> _What this task involves_
Go through the entries and copy every line that has the string "roads" in it.

--- Exercise input ---

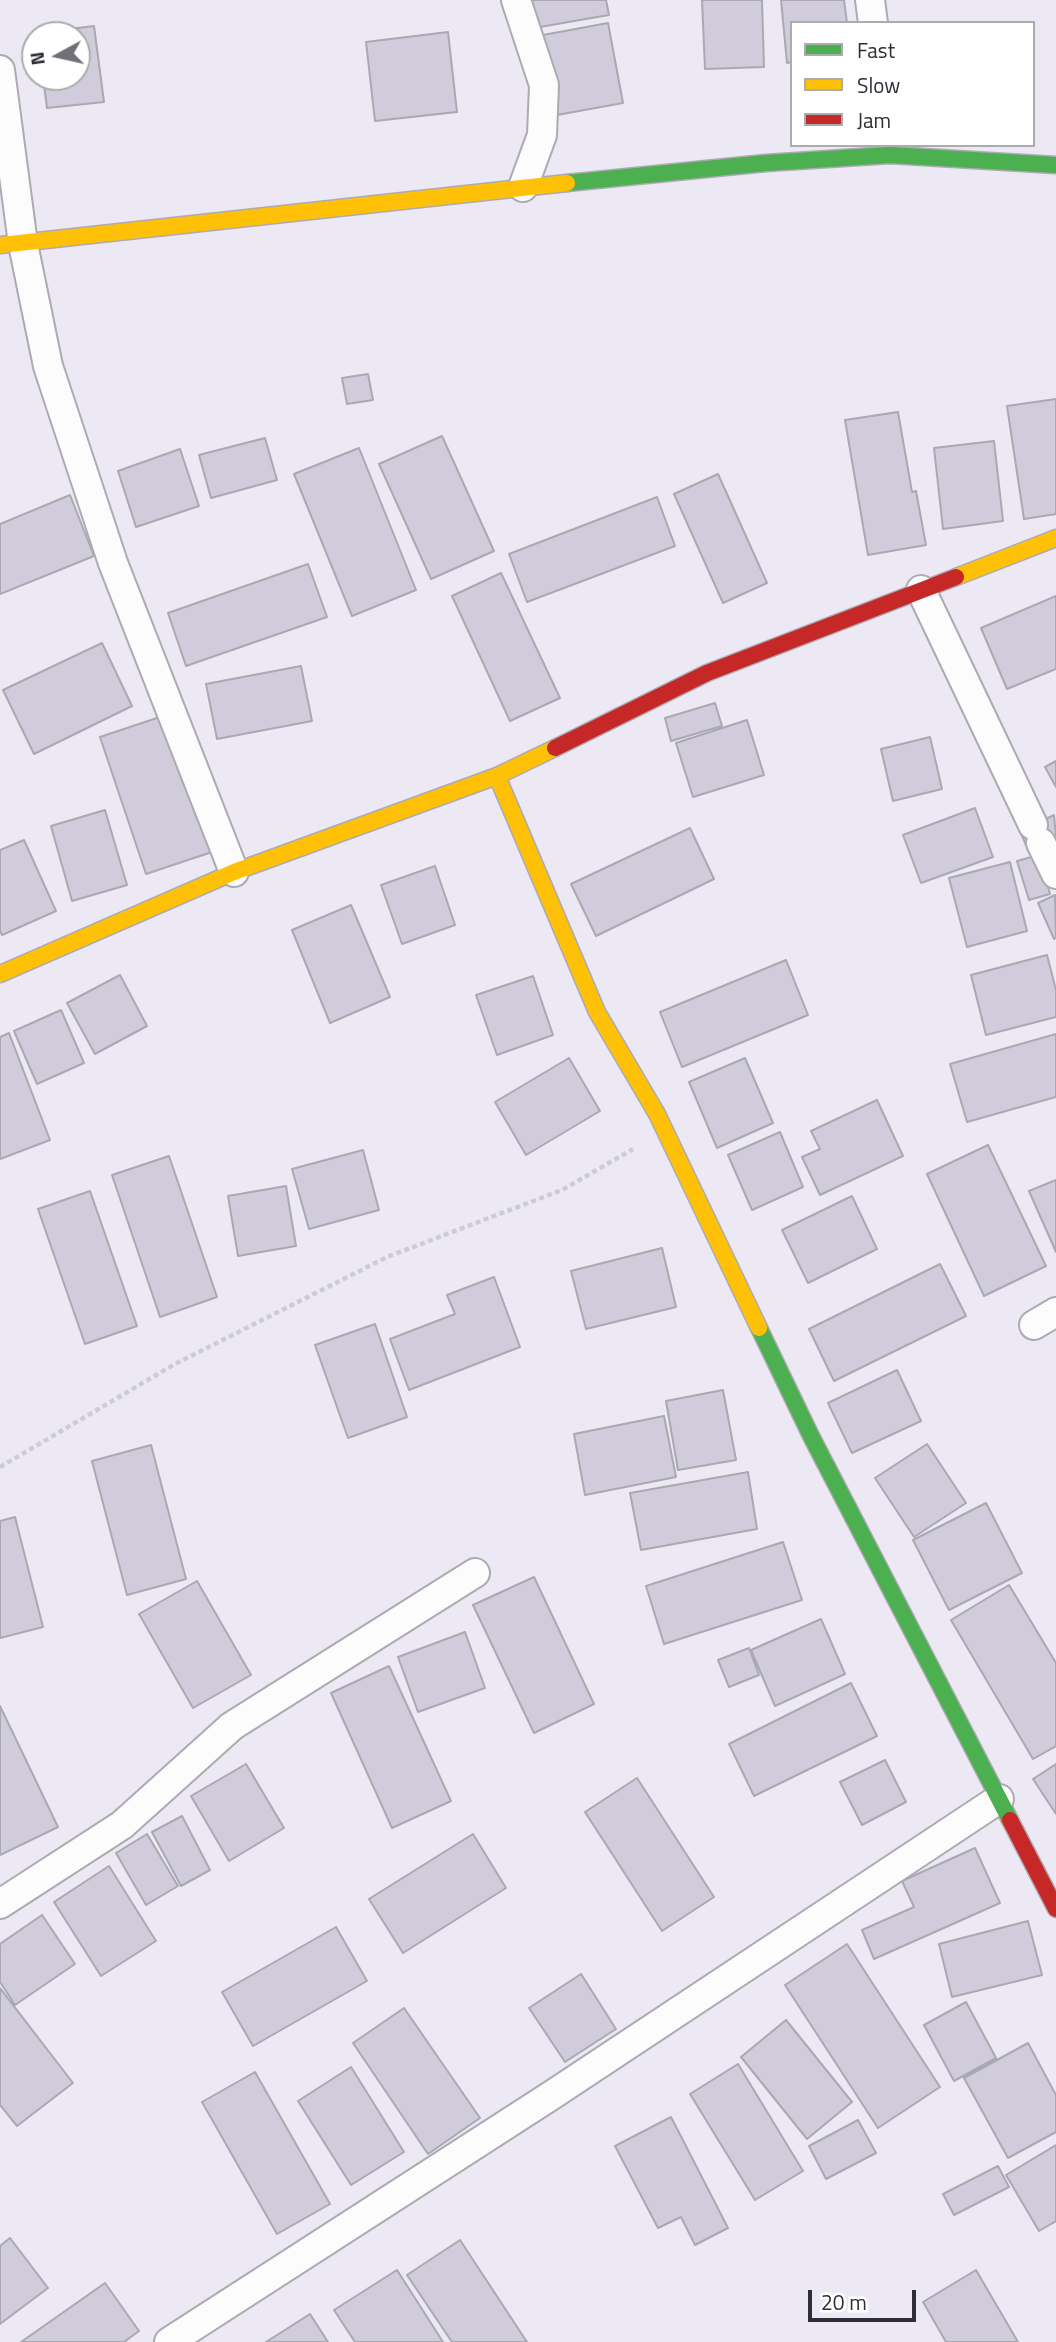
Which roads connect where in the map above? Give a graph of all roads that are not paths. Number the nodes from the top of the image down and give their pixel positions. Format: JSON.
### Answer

---
--- Exercise input ---

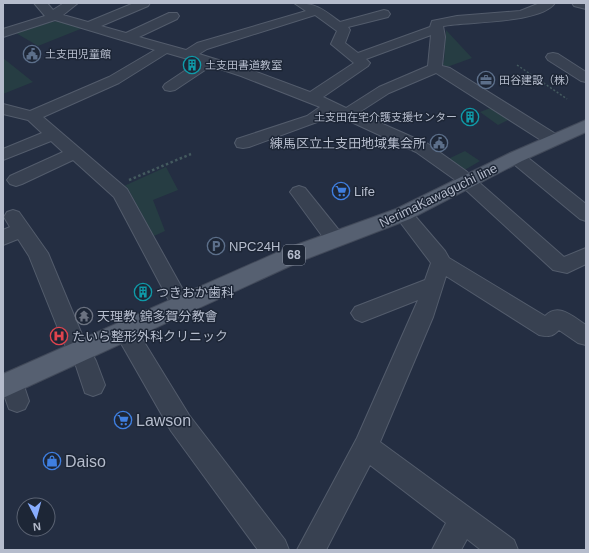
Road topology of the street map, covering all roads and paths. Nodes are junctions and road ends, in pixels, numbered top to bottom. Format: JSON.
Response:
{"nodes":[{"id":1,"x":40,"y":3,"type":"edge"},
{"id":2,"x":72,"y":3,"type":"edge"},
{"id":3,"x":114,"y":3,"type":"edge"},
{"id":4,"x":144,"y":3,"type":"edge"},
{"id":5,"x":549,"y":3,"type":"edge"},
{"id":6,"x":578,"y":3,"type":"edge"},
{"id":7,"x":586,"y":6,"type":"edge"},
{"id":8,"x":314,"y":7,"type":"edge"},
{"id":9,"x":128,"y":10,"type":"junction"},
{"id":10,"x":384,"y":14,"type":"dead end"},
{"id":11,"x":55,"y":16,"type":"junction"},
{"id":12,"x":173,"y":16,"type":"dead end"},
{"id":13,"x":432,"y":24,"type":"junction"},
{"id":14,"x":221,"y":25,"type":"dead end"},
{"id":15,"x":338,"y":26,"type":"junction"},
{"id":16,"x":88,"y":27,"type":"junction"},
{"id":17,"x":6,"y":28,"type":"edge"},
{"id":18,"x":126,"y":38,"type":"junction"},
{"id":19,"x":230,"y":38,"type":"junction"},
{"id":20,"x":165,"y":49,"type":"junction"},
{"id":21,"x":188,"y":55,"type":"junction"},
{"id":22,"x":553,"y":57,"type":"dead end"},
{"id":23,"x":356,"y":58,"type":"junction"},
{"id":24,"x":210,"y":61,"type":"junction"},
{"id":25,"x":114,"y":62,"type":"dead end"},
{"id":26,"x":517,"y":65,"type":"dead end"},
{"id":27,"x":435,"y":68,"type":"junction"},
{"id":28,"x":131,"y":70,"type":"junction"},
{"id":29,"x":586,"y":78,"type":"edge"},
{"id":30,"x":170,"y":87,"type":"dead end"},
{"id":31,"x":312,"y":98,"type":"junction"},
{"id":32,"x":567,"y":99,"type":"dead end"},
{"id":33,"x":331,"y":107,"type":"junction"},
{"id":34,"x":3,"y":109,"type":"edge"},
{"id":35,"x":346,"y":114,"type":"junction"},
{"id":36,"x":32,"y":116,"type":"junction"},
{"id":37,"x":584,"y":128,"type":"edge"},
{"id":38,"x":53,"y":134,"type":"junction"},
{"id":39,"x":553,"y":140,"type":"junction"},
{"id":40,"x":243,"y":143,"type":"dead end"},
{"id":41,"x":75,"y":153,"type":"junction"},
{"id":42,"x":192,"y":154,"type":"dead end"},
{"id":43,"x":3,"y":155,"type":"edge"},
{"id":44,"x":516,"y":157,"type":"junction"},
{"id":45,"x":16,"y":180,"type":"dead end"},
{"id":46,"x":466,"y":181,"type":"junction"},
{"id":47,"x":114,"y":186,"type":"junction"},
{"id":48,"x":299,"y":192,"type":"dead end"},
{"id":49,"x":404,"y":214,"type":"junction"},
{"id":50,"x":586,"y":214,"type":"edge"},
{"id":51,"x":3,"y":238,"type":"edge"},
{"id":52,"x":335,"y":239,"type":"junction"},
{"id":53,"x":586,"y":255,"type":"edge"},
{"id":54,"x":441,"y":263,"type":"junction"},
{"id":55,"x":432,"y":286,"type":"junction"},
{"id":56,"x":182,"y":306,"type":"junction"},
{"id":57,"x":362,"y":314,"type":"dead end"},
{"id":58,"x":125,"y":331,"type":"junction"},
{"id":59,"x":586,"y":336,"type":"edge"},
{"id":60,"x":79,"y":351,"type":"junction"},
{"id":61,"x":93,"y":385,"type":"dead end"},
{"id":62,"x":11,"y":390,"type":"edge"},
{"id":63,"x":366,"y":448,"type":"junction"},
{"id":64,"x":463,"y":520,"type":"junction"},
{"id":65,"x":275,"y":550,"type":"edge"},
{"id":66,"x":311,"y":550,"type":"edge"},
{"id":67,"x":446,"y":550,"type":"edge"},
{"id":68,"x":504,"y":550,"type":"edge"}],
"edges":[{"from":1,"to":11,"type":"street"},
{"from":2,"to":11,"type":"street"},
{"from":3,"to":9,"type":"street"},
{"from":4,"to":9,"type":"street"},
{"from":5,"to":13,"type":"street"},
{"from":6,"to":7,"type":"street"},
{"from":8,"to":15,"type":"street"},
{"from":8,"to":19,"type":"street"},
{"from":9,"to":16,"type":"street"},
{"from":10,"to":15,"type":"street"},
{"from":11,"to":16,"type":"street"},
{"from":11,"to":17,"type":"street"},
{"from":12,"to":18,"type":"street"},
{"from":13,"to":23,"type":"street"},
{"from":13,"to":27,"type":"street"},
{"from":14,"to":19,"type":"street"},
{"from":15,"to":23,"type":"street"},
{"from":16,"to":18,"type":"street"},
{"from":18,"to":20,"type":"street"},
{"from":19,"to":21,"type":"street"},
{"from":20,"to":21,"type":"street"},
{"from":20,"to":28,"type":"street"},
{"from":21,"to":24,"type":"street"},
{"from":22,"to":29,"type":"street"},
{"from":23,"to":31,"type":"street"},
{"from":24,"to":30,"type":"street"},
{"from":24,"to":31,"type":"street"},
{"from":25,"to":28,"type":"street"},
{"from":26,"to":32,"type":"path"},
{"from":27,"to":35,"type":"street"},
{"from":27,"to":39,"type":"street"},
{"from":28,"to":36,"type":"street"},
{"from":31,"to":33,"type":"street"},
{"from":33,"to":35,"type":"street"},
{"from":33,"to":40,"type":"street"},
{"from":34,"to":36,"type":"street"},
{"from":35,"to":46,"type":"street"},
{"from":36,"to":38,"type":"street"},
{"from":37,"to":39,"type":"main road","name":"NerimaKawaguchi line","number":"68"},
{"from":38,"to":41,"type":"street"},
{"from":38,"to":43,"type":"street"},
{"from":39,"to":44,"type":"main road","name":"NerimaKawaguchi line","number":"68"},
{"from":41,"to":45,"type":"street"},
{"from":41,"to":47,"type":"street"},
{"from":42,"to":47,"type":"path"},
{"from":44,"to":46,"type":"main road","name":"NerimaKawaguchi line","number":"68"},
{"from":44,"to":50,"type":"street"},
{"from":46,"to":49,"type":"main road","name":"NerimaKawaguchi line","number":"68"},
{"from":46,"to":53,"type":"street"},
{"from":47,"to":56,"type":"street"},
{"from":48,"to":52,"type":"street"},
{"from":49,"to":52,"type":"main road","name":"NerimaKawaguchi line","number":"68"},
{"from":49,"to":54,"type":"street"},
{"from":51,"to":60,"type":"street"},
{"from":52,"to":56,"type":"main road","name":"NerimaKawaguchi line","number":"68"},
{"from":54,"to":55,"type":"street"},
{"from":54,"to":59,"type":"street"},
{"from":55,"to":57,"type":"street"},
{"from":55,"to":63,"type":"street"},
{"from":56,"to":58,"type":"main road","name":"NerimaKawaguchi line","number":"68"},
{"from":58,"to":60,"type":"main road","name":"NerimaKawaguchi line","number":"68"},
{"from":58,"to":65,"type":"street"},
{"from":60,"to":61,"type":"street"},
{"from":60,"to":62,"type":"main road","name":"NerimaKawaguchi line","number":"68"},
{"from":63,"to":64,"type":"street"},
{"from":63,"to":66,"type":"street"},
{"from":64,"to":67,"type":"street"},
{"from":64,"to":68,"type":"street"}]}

---

> _Result for this task_
Which roads connect where in the map above? Give a graph of all roads that are not paths. Number the nodes from the top of the image down and give their pixel positions. Format: JSON.
Road topology of the street map, covering all roads and paths. Nodes are junctions and road ends, in pixels, numbered top to bottom. Format: JSON.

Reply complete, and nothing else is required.